> TASK DESCRIPTION
Say how many lines below contain the word "Avenue". The number is the entire reply.

> RECORDS SUPPLIED
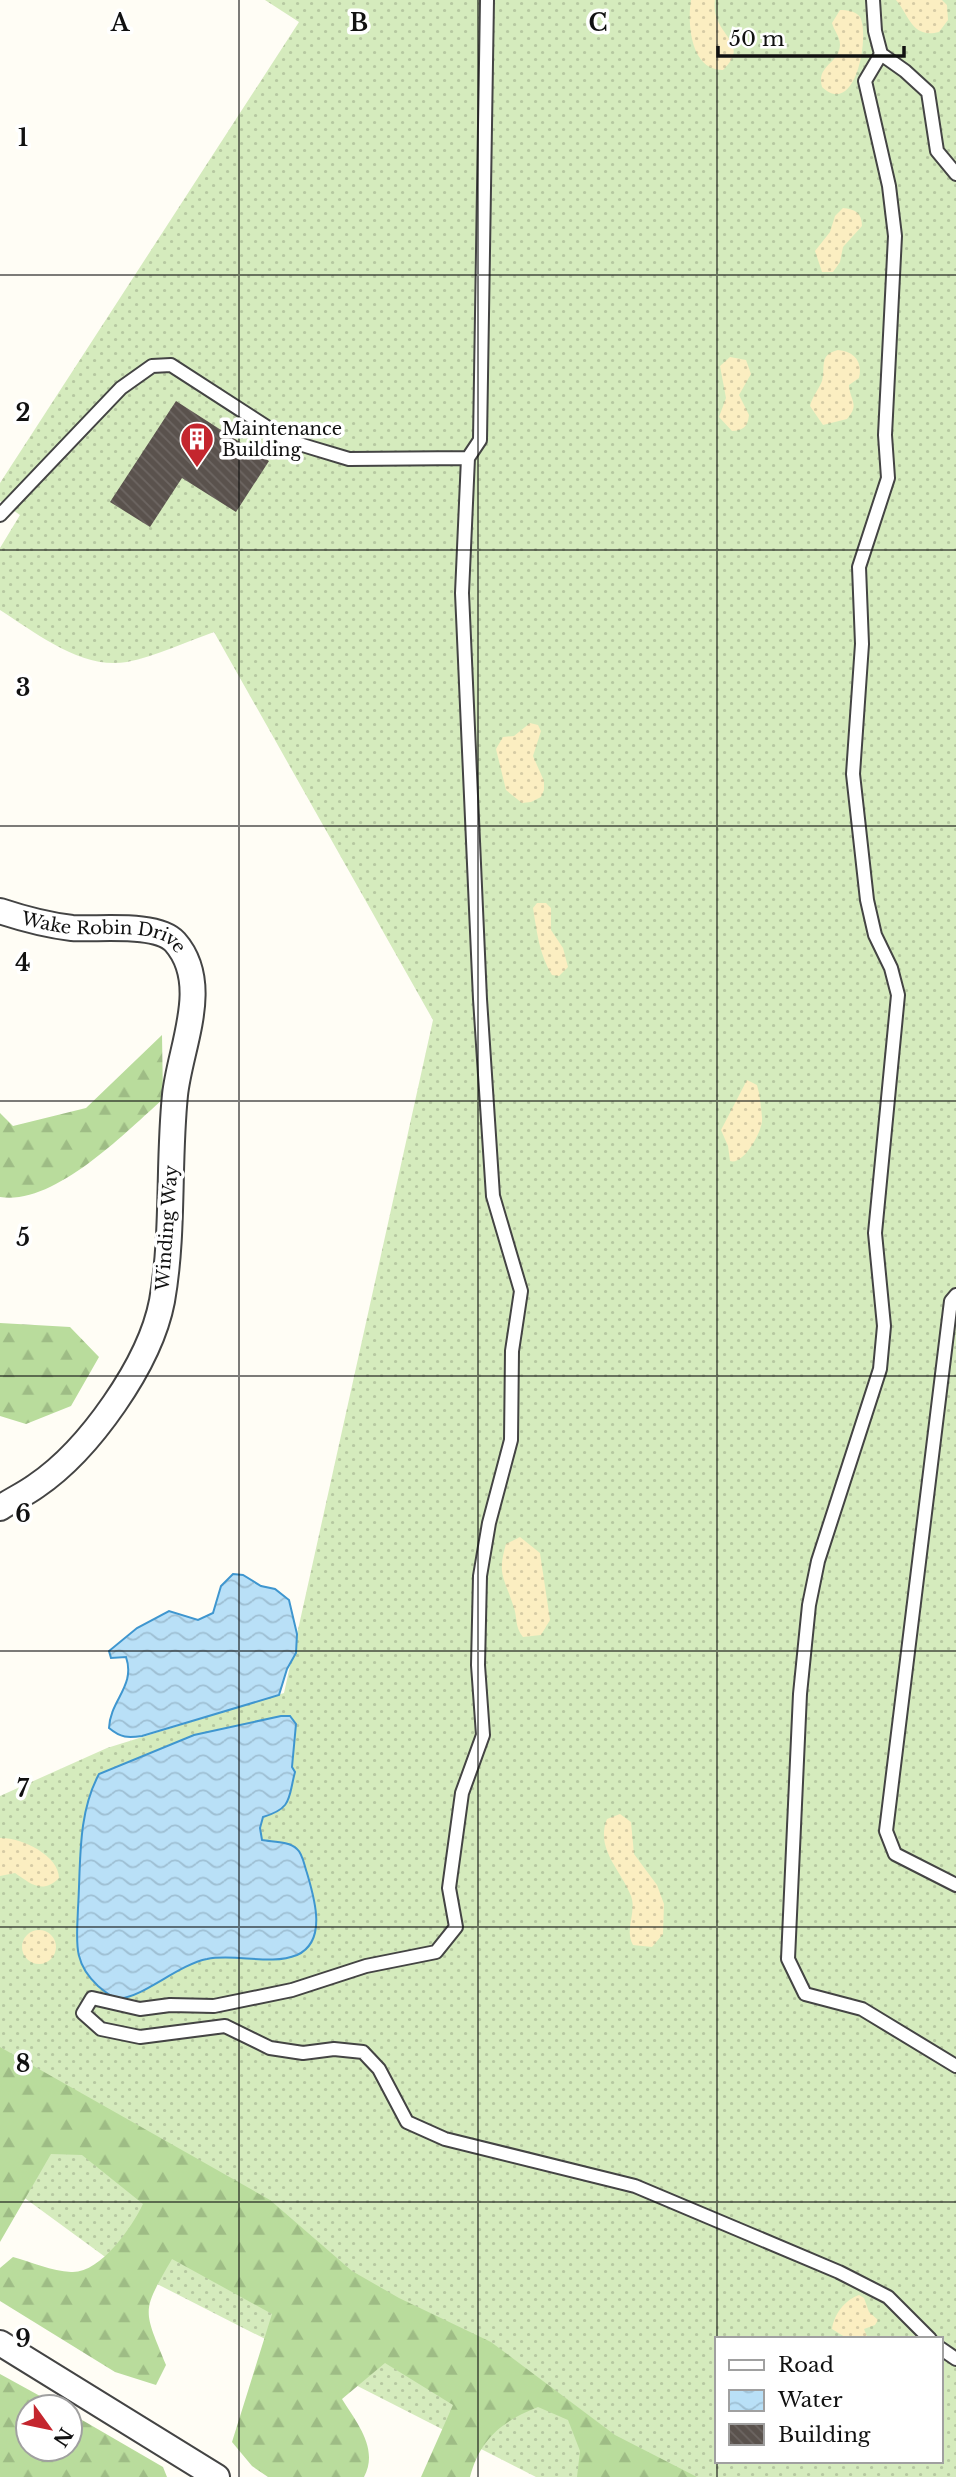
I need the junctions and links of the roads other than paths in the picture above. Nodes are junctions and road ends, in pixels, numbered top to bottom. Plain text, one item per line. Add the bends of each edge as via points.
1 (487, 0) edge
2 (873, 0) edge
3 (881, 54) junction
4 (956, 174) edge
5 (468, 458) junction
6 (0, 515) edge
7 (0, 911) edge
8 (189, 970) joint
9 (956, 1295) edge
10 (0, 1507) edge
11 (956, 1885) edge
12 (956, 2066) edge
13 (928, 2337) edge
14 (0, 2343) edge
15 (217, 2477) edge

1 - 5 lane via 480,440
2 - 3 lane
3 - 4 lane via 928,92 937,151
3 - 12 lane via 866,81 895,236 885,435 888,478 859,568 862,644 853,774 867,900 898,995 875,1233 884,1326 880,1369 818,1561 809,1605 800,1694 788,1959 805,1994 862,2009
5 - 6 lane via 349,459 286,440 171,365 152,366 121,387
5 - 13 lane via 462,593 493,1196 521,1291 512,1351 511,1440 480,1576 478,1665 483,1735 462,1793 449,1888 456,1927 436,1952 366,1966 292,1990 214,2006 140,2009 92,1998 83,2013 101,2028 139,2037 225,2026 270,2048 303,2053 363,2052 379,2069 407,2122 444,2139 635,2186 888,2297
7 - 8 street, Wake Robin Drive via 73,928 151,930 174,940
8 - 10 street, Winding Way via 193,1002 175,1094 170,1238 162,1303 140,1360 105,1416 53,1472
9 - 11 lane via 951,1301 886,1831 895,1854
14 - 15 street

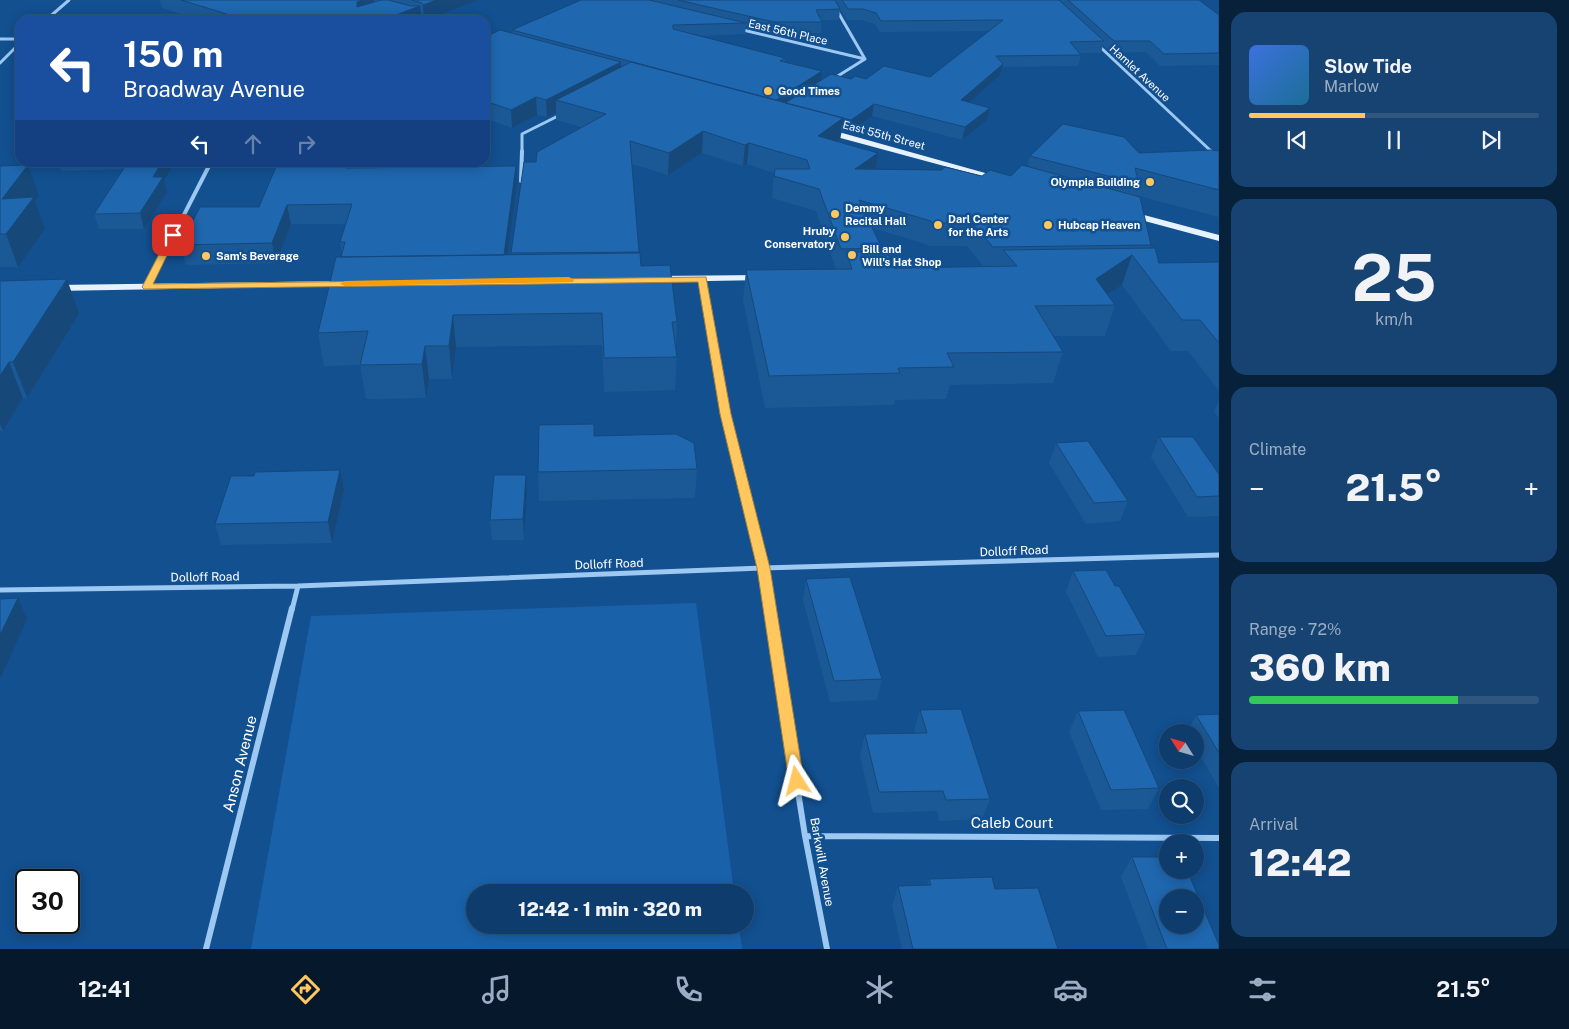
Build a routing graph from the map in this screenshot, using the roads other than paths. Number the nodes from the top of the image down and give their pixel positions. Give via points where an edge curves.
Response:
1 (69, 0) edge
2 (831, 0) edge
3 (52, 15) edge
4 (734, 28) edge
5 (0, 39) edge
6 (15, 39) edge
7 (1092, 40) edge
8 (15, 48) edge
9 (865, 59) junction
10 (0, 63) edge
11 (825, 84) edge
12 (563, 113) edge
13 (812, 127) edge
14 (1219, 159) edge
15 (207, 167) edge
16 (1011, 181) edge
17 (521, 183) edge
18 (1115, 210) edge
19 (1219, 238) edge
20 (768, 278) edge
21 (643, 279) edge
22 (702, 279) junction
23 (360, 283) edge
24 (147, 287) junction
25 (49, 288) edge
26 (1219, 555) edge
27 (763, 568) junction
28 (298, 586) junction
29 (0, 590) edge
30 (805, 836) junction
31 (1219, 838) edge
32 (206, 949) edge
33 (827, 949) edge

1 - 3 street
2 - 9 street
4 - 9 street, East 56th Place
5 - 6 street
7 - 14 street, Hamlet Avenue
8 - 10 street
9 - 11 street
12 - 17 street via 522,134
13 - 16 main road, East 55th Street
15 - 24 street
18 - 19 main road
20 - 22 main road
21 - 22 main road
22 - 27 street, Barkwill Avenue via 726,414
23 - 24 main road
24 - 25 main road
26 - 27 street, Dolloff Road
27 - 28 street, Dolloff Road
27 - 30 street, Barkwill Avenue
28 - 29 street, Dolloff Road
28 - 32 street, Anson Avenue
30 - 31 street, Caleb Court
30 - 33 street, Barkwill Avenue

> TASK ANSWER
5